Ukrainehilfe
Licht für 2000 Menschen
Ein Jahr Hilfe: Seit einem Jahr unterstützen Steirerinnen und Steirer Menschen in der Ukraine. Auf seinem Zwischenstopp in Graz erzählt Pfarrer Myroslav Ryse, wie Hilfe im Kriegsland ankommt.

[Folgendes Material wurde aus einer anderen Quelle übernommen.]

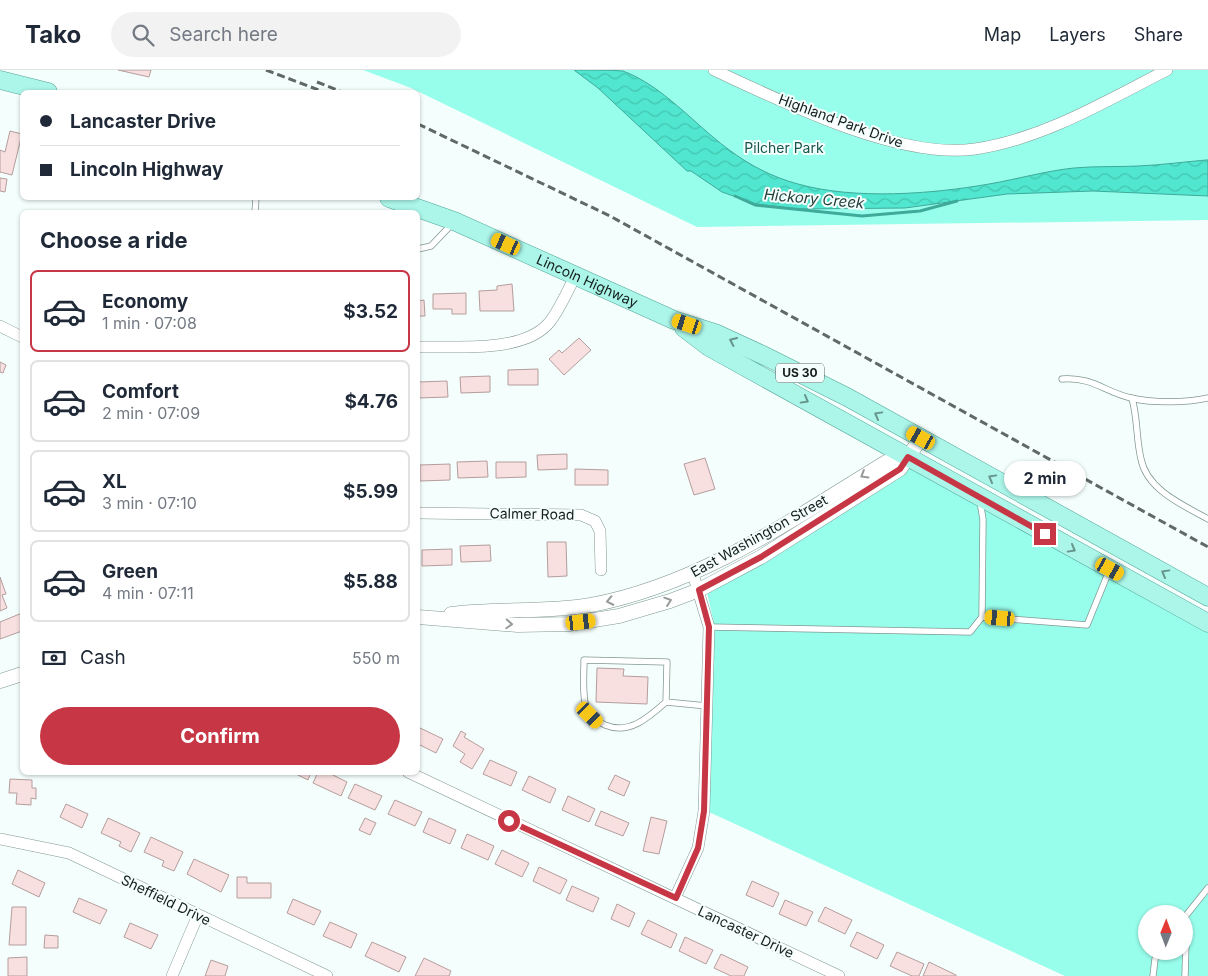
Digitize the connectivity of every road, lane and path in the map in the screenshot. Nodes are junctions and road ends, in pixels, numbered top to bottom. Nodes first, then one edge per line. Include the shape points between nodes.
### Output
1 (714, 70) edge
2 (1167, 70) edge
3 (0, 80) edge
4 (40, 90) edge
5 (395, 200) edge
6 (454, 221) junction
7 (420, 249) edge
8 (576, 274) junction
9 (674, 320) junction
10 (0, 326) edge
11 (20, 336) edge
12 (420, 347) edge
13 (1062, 379) dead end
14 (1132, 398) junction
15 (1208, 398) edge
16 (921, 438) junction
17 (908, 457) junction
18 (980, 499) junction
19 (420, 513) edge
20 (1208, 519) edge
21 (1110, 569) junction
22 (601, 570) dead end
23 (694, 574) junction
24 (699, 590) junction
25 (1208, 597) edge
26 (421, 617) edge
27 (982, 617) junction
28 (1208, 623) edge
29 (709, 627) junction
30 (20, 675) edge
31 (0, 681) edge
32 (666, 702) junction
33 (707, 706) junction
34 (414, 775) edge
35 (0, 839) edge
36 (1208, 888) edge
37 (676, 898) junction
38 (1193, 907) edge
39 (198, 915) junction
40 (1155, 960) edge
41 (1185, 960) edge
42 (172, 976) edge
43 (327, 976) edge
44 (839, 976) edge
45 (1153, 976) edge
46 (1185, 976) edge

1 - 2 street, Highland Park Drive via 811,113 894,142 934,150 975,149 1026,136 1086,111
3 - 4 main road
5 - 6 main road, Lincoln Highway / US 30
6 - 7 lane via 432,246
6 - 8 main road, Lincoln Highway / US 30
8 - 9 main road, Lincoln Highway / US 30
8 - 12 street via 548,324 531,337 504,344
16 -> 9 main road, Lincoln Highway / US 30 via 765,356 715,333
9 -> 17 main road, Lincoln Highway / US 30 via 709,347
10 - 11 street
13 - 14 lane via 1079,378
14 - 15 lane via 1184,401
14 - 20 lane via 1138,418 1140,458 1149,478 1177,502
16 - 17 street, East Washington Street
25 -> 16 main road, Lincoln Highway / US 30
17 - 18 main road, Lincoln Highway / US 30
17 -> 23 street, East Washington Street via 893,458
17 - 24 street, East Washington Street via 900,469 761,557
18 -> 21 main road, Lincoln Highway / US 30
18 - 27 lane via 984,519
19 - 22 street, Calmer Road via 581,514 595,520 600,531
21 - 27 lane via 1087,625
21 - 28 main road, Lincoln Highway / US 30
23 - 24 street
23 -> 26 street, East Washington Street via 591,605 543,611
26 -> 24 street, East Washington Street via 518,625 569,624 619,616
24 - 29 street
27 - 29 lane via 970,632
29 - 33 street
30 - 31 street
32 - 32 lane via 667,662 584,660 586,706 597,722 612,728 628,728
32 - 33 lane
33 - 37 street via 704,811 698,848
34 - 37 street, Lancaster Drive
35 - 39 street, Sheffield Drive via 69,853
36 - 38 lane
37 - 44 street, Lancaster Drive
39 - 42 street
39 - 43 street, Sheffield Drive
40 - 45 lane
41 - 46 lane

Ein paar Mal kräftig an der Kurbel drehen, den Knopf drücken und die Lautstärke aufdrehen. Pfarrer Myroslav Ryse von der griechisch-katholischen Caritas der Diözese Mukachevo weiß genau, wie eine Notfall-Lampe funktioniert. Der Ukrainer hält sein Ohr näher an das zylinderförmige Gerät und hört angestrengt hin. Anfängliches Rauschen weicht einer Stimme, die nach wenigen Sekunden ertönt. „Die Sprache kenn’ ich – das ist Russisch“, sagt er und stellt das Multifunktionsgerät wieder zurück auf den Tisch in der Caritas-Zentrale in der Grazer Grabenstraße. 500 Stück der Lampen, die nicht nur Licht geben, sondern zugleich auch Ladegerät und Radio sind, hat er an diesem Tag auf Vermittlung der Caritas von einer steirischen Firma entgegennehmen können. „Damit haben mindestens 2000 Menschen Licht – und mehr als das“, sagt er. Von unschätzbarem Wert seien die Lampen für Menschen, die jeden Tag viele Stunden keinen Strom haben.
Alltag im Krieg
Energie-Engpässe, unsichere Versorgung und vor allem Angst: Davon geprägt ist der Kriegs-Alltag in der Ukraine. In Mukachevo, im slowakisch-ungarischen Grenzgebiet, sei die Situation etwas entspannter. „Wir gehören wohl zu den Wenigen, auf deren Gebiet bislang erst eine Bombe explodiert ist“, erzählt Myroslav Ryse. Doch auch im Westen der Ukraine hinterlasse der Krieg deutliche Spuren. „Aus allen Landesteilen flüchten die Menschen zu uns“, erzählt der Caritas-Direktor, dessen Organisation den Kriegsvertriebenen vor allem dank Auslands-Spenden helfen kann.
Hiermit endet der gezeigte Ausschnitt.